--- What the task asks ---
Please give every line below again exactly, but not its pictures.

──────── Working data ────────

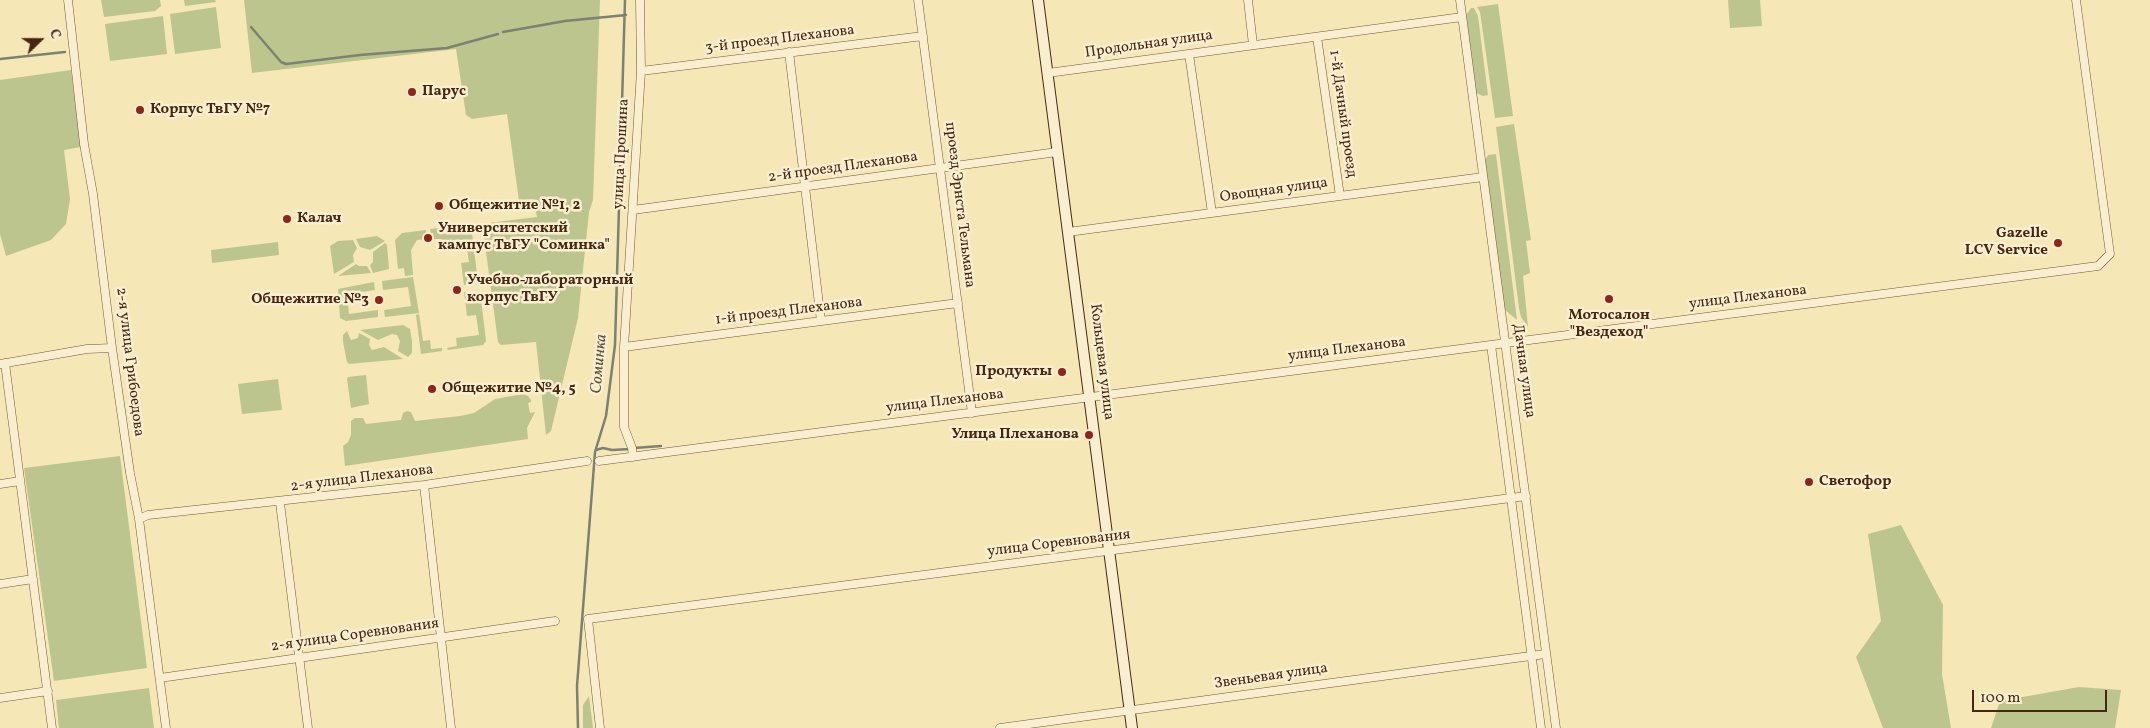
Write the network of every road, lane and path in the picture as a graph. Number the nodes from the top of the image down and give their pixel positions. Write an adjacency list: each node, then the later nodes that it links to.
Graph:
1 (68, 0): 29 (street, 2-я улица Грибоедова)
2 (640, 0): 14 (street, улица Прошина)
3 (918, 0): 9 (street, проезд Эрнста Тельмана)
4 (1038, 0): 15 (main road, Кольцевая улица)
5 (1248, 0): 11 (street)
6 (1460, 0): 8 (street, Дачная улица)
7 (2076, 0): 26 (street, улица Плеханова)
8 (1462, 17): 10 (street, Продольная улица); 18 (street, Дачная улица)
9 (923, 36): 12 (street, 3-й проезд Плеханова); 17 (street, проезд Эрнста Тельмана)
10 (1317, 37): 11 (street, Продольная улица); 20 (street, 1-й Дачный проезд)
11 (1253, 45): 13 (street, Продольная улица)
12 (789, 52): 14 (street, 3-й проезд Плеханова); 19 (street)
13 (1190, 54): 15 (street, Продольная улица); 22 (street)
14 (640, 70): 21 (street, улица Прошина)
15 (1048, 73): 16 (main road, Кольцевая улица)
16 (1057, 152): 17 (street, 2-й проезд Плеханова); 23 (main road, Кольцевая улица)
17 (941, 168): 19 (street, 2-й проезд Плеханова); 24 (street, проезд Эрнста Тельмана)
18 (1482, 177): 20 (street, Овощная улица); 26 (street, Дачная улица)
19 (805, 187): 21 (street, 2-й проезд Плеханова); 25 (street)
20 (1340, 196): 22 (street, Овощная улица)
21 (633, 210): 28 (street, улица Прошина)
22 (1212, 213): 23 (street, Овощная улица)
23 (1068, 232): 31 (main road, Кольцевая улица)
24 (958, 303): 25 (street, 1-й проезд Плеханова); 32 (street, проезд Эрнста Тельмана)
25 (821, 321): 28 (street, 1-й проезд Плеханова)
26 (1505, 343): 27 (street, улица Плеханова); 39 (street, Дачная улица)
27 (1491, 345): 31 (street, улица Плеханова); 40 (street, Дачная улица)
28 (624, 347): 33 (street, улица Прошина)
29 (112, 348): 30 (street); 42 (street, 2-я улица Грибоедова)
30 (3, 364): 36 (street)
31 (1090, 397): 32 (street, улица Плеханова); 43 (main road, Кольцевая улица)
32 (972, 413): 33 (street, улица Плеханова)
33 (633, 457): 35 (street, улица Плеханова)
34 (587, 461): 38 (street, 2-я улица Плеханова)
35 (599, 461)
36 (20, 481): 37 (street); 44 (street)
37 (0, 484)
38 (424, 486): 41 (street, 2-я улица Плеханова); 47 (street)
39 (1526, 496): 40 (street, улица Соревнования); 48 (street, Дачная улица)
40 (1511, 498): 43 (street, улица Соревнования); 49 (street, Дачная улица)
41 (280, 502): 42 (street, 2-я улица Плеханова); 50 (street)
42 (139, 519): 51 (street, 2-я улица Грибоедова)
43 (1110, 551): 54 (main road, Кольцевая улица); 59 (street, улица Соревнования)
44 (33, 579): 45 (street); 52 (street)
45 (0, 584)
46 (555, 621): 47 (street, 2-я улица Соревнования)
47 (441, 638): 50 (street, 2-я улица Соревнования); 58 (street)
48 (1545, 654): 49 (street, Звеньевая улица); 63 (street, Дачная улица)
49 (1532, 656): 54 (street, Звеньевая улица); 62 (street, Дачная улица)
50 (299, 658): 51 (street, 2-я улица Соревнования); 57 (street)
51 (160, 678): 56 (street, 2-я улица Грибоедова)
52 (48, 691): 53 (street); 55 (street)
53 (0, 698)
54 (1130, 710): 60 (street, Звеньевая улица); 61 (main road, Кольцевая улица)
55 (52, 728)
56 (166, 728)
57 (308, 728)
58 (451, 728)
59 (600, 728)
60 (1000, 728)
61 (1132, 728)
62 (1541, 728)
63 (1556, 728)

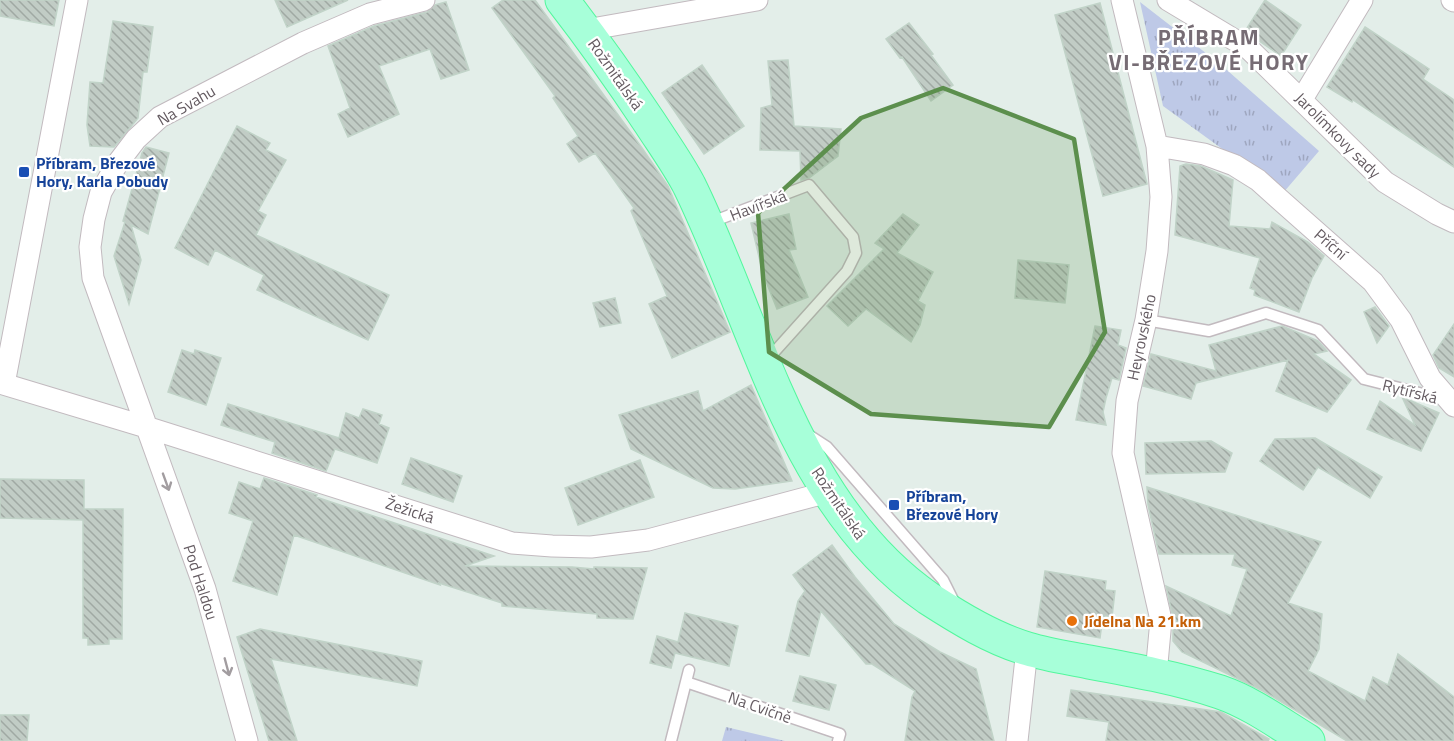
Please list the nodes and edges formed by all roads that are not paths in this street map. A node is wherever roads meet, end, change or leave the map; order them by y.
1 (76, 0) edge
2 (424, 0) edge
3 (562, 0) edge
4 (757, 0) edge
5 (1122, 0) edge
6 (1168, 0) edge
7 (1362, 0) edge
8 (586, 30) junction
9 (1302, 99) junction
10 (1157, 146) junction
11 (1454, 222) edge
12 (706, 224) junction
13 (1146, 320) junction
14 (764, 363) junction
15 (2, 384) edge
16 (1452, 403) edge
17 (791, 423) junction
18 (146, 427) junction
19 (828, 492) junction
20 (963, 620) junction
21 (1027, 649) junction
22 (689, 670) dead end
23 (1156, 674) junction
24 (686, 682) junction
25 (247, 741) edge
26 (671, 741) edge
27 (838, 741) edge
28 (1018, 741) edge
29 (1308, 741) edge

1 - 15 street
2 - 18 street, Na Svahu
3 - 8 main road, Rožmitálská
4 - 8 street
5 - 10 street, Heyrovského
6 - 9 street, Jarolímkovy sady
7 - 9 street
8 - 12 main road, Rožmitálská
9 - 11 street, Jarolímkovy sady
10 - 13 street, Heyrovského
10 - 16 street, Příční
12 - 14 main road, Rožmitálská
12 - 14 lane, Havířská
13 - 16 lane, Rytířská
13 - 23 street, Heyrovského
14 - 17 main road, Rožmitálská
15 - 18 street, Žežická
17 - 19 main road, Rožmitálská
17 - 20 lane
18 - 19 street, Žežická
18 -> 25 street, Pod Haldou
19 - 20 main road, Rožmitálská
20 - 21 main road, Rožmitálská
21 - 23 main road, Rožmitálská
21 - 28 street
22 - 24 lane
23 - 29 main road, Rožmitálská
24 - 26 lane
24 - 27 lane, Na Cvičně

────────

--- Your response ---
Write the network of every road, lane and path in the picture as a graph. Number the nodes from the top of the image down and give their pixel positions. Write an adjacency list: each node, then the later nodes that it links to.
Graph:
1 (68, 0): 29 (street, 2-я улица Грибоедова)
2 (640, 0): 14 (street, улица Прошина)
3 (918, 0): 9 (street, проезд Эрнста Тельмана)
4 (1038, 0): 15 (main road, Кольцевая улица)
5 (1248, 0): 11 (street)
6 (1460, 0): 8 (street, Дачная улица)
7 (2076, 0): 26 (street, улица Плеханова)
8 (1462, 17): 10 (street, Продольная улица); 18 (street, Дачная улица)
9 (923, 36): 12 (street, 3-й проезд Плеханова); 17 (street, проезд Эрнста Тельмана)
10 (1317, 37): 11 (street, Продольная улица); 20 (street, 1-й Дачный проезд)
11 (1253, 45): 13 (street, Продольная улица)
12 (789, 52): 14 (street, 3-й проезд Плеханова); 19 (street)
13 (1190, 54): 15 (street, Продольная улица); 22 (street)
14 (640, 70): 21 (street, улица Прошина)
15 (1048, 73): 16 (main road, Кольцевая улица)
16 (1057, 152): 17 (street, 2-й проезд Плеханова); 23 (main road, Кольцевая улица)
17 (941, 168): 19 (street, 2-й проезд Плеханова); 24 (street, проезд Эрнста Тельмана)
18 (1482, 177): 20 (street, Овощная улица); 26 (street, Дачная улица)
19 (805, 187): 21 (street, 2-й проезд Плеханова); 25 (street)
20 (1340, 196): 22 (street, Овощная улица)
21 (633, 210): 28 (street, улица Прошина)
22 (1212, 213): 23 (street, Овощная улица)
23 (1068, 232): 31 (main road, Кольцевая улица)
24 (958, 303): 25 (street, 1-й проезд Плеханова); 32 (street, проезд Эрнста Тельмана)
25 (821, 321): 28 (street, 1-й проезд Плеханова)
26 (1505, 343): 27 (street, улица Плеханова); 39 (street, Дачная улица)
27 (1491, 345): 31 (street, улица Плеханова); 40 (street, Дачная улица)
28 (624, 347): 33 (street, улица Прошина)
29 (112, 348): 30 (street); 42 (street, 2-я улица Грибоедова)
30 (3, 364): 36 (street)
31 (1090, 397): 32 (street, улица Плеханова); 43 (main road, Кольцевая улица)
32 (972, 413): 33 (street, улица Плеханова)
33 (633, 457): 35 (street, улица Плеханова)
34 (587, 461): 38 (street, 2-я улица Плеханова)
35 (599, 461)
36 (20, 481): 37 (street); 44 (street)
37 (0, 484)
38 (424, 486): 41 (street, 2-я улица Плеханова); 47 (street)
39 (1526, 496): 40 (street, улица Соревнования); 48 (street, Дачная улица)
40 (1511, 498): 43 (street, улица Соревнования); 49 (street, Дачная улица)
41 (280, 502): 42 (street, 2-я улица Плеханова); 50 (street)
42 (139, 519): 51 (street, 2-я улица Грибоедова)
43 (1110, 551): 54 (main road, Кольцевая улица); 59 (street, улица Соревнования)
44 (33, 579): 45 (street); 52 (street)
45 (0, 584)
46 (555, 621): 47 (street, 2-я улица Соревнования)
47 (441, 638): 50 (street, 2-я улица Соревнования); 58 (street)
48 (1545, 654): 49 (street, Звеньевая улица); 63 (street, Дачная улица)
49 (1532, 656): 54 (street, Звеньевая улица); 62 (street, Дачная улица)
50 (299, 658): 51 (street, 2-я улица Соревнования); 57 (street)
51 (160, 678): 56 (street, 2-я улица Грибоедова)
52 (48, 691): 53 (street); 55 (street)
53 (0, 698)
54 (1130, 710): 60 (street, Звеньевая улица); 61 (main road, Кольцевая улица)
55 (52, 728)
56 (166, 728)
57 (308, 728)
58 (451, 728)
59 (600, 728)
60 (1000, 728)
61 (1132, 728)
62 (1541, 728)
63 (1556, 728)

Please list the nodes and edges formed by all roads that are not paths in this street map. A node is wherever roads meet, end, change or leave the map; order them by y.
1 (76, 0) edge
2 (424, 0) edge
3 (562, 0) edge
4 (757, 0) edge
5 (1122, 0) edge
6 (1168, 0) edge
7 (1362, 0) edge
8 (586, 30) junction
9 (1302, 99) junction
10 (1157, 146) junction
11 (1454, 222) edge
12 (706, 224) junction
13 (1146, 320) junction
14 (764, 363) junction
15 (2, 384) edge
16 (1452, 403) edge
17 (791, 423) junction
18 (146, 427) junction
19 (828, 492) junction
20 (963, 620) junction
21 (1027, 649) junction
22 (689, 670) dead end
23 (1156, 674) junction
24 (686, 682) junction
25 (247, 741) edge
26 (671, 741) edge
27 (838, 741) edge
28 (1018, 741) edge
29 (1308, 741) edge

1 - 15 street
2 - 18 street, Na Svahu
3 - 8 main road, Rožmitálská
4 - 8 street
5 - 10 street, Heyrovského
6 - 9 street, Jarolímkovy sady
7 - 9 street
8 - 12 main road, Rožmitálská
9 - 11 street, Jarolímkovy sady
10 - 13 street, Heyrovského
10 - 16 street, Příční
12 - 14 main road, Rožmitálská
12 - 14 lane, Havířská
13 - 16 lane, Rytířská
13 - 23 street, Heyrovského
14 - 17 main road, Rožmitálská
15 - 18 street, Žežická
17 - 19 main road, Rožmitálská
17 - 20 lane
18 - 19 street, Žežická
18 -> 25 street, Pod Haldou
19 - 20 main road, Rožmitálská
20 - 21 main road, Rožmitálská
21 - 23 main road, Rožmitálská
21 - 28 street
22 - 24 lane
23 - 29 main road, Rožmitálská
24 - 26 lane
24 - 27 lane, Na Cvičně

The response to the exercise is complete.